Деда выпустили в 1939-м, более 2 лет просидел как подследственный. Снова начал работать техником, прорабом в разных организациях. А когда материально было туго, выручали способности к рисованию. На Алайском базаре тогда продавали разные кустарные вещи. Фанерные и деревянные полочки с картинками, шкатулки, деревянные игрушки, пасхальные яйца. Александр Иванович нашел напарника, который работал по дереву, а он раскрашивал и разрисовывал изделия. Кроме того, рисовал картины и портреты знаменитостей для школ, больниц и детских садов. Оформлял залы для новогодних ёлок.
Характер у деда был веселый, лёгкий. Любил шутить, оправдывал свою фамилию. Никогда не жаловался на судьбу, обходился крайне малым, был вынослив и неприхотлив. Не унывал, если не было денег: «Ерунда! Завтра заработаю!» Дед запомнился мне человеком надёжным, заботливым и очень любящим своих родных. Детство моё пришлось на нищие послевоенные годы. Ни одежды, ни игрушек, ни сладостей! Обшивала и обвязывала меня папина мама, она же сшила первую куклу, тряпичную, с плоским лицом, глазами-пуговицами и косами из ниток. Купить новое было негде и не на что. И вдруг дед приносит настоящую фабричную мягкую игрушку – белого зайца в желтых шелковых штанах! Роскошный подарок! Только дед мог разыскать такое чудо. И вторую мою настоящую игрушку тоже купил где-то дед. Это был тёмнокожий мальчик в чалме и шароварах с ярким платочком в руке. Дед называл его Багдадским вором. Тогда во всех кинотеатрах шёл фильм с таким названием. На Новый год добывал подарочные кульки и билеты на ёлку. А маме подарил однажды духи. Это в голодное время, когда дамы щеголяли в резиновых калошах с деревянными каблуками вместо ботинок!
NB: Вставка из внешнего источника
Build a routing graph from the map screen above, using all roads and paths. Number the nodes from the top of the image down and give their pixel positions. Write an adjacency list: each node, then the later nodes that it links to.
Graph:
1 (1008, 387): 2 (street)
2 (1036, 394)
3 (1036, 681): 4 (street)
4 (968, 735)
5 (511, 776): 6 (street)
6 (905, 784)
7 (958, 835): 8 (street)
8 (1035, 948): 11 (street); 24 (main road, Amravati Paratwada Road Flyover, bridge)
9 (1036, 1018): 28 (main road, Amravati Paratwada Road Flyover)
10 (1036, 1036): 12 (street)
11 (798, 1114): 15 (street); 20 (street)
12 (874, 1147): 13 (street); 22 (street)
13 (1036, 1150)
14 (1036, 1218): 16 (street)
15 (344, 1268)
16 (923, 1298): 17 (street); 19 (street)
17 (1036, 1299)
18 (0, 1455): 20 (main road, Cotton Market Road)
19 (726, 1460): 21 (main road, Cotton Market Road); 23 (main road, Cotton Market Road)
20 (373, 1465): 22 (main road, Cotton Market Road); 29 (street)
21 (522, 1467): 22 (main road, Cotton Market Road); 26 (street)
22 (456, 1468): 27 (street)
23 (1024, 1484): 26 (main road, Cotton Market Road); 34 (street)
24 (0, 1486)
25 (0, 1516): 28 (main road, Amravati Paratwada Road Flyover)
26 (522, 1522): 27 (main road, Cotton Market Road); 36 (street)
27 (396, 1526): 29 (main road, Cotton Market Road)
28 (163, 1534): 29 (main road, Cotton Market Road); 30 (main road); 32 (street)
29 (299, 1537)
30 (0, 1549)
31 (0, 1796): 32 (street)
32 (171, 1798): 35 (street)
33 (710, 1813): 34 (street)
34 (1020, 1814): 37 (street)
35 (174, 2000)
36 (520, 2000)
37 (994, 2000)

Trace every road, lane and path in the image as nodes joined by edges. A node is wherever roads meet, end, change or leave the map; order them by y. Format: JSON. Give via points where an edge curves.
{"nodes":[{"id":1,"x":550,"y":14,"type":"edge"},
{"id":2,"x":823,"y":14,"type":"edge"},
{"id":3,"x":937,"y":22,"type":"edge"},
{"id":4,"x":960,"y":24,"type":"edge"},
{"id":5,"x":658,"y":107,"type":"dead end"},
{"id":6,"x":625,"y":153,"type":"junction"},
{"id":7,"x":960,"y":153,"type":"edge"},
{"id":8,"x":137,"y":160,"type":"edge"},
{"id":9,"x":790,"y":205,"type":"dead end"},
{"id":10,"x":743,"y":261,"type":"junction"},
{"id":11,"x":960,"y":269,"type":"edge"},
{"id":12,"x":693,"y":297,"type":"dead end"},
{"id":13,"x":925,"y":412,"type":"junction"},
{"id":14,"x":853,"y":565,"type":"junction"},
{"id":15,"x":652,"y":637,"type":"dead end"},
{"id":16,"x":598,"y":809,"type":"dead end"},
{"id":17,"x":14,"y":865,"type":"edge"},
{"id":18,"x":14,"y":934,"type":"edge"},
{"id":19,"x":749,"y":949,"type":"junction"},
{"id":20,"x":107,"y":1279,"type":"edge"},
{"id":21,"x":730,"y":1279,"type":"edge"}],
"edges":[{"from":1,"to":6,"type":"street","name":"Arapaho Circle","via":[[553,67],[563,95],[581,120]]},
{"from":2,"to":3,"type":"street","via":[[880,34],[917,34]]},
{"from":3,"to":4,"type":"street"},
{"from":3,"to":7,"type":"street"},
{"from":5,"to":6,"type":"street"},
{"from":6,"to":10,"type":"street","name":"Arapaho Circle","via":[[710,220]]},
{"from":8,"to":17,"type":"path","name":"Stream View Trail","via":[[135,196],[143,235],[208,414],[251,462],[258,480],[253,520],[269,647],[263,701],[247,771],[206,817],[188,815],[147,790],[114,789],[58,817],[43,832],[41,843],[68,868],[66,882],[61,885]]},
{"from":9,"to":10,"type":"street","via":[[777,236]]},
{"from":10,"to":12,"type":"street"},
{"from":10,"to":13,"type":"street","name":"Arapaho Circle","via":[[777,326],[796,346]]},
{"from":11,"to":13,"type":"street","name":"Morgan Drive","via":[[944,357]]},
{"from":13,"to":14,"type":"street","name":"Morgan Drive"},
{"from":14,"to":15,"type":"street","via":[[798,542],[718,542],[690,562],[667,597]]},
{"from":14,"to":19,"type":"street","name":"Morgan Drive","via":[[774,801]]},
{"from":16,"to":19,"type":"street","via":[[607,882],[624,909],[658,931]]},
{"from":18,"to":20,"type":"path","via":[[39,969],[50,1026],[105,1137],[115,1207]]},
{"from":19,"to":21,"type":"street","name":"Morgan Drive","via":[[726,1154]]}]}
70502799 3073812589356400 8328088891437350912 n

1955 год. Последнее фото на документы. Александр Иванович Шутихин.

Умер Александр Иванович Шутихин 20 августа 1955 года в день своего рождения по новому стилю, ровно в 73 года, скоропостижно - смерть праведника. На пенсию выйти не успел, хотя все справочки собрал и аккуратно приколол в папку.
Среди пришедших проститься был старик с белой, как лунь, длинной бородой. Тот самый однокашник, который на допросе показал на деда. Ему, бедному, достался другой следователь, не Петров. И мучить его начали ещё с 20-х. Сажали, высылали из Ташкента, не давали работать. Бывший офицер, Георгиевский кавалер Первой мировой войны, не выдержал издевательств. Я знаю его фамилию, он жил недалеко от нас, мама хорошо была знакома с его дочерью. Но имени этого несчастного человека я не назову. Мой дед простил его ещё тогда, в ежовщину.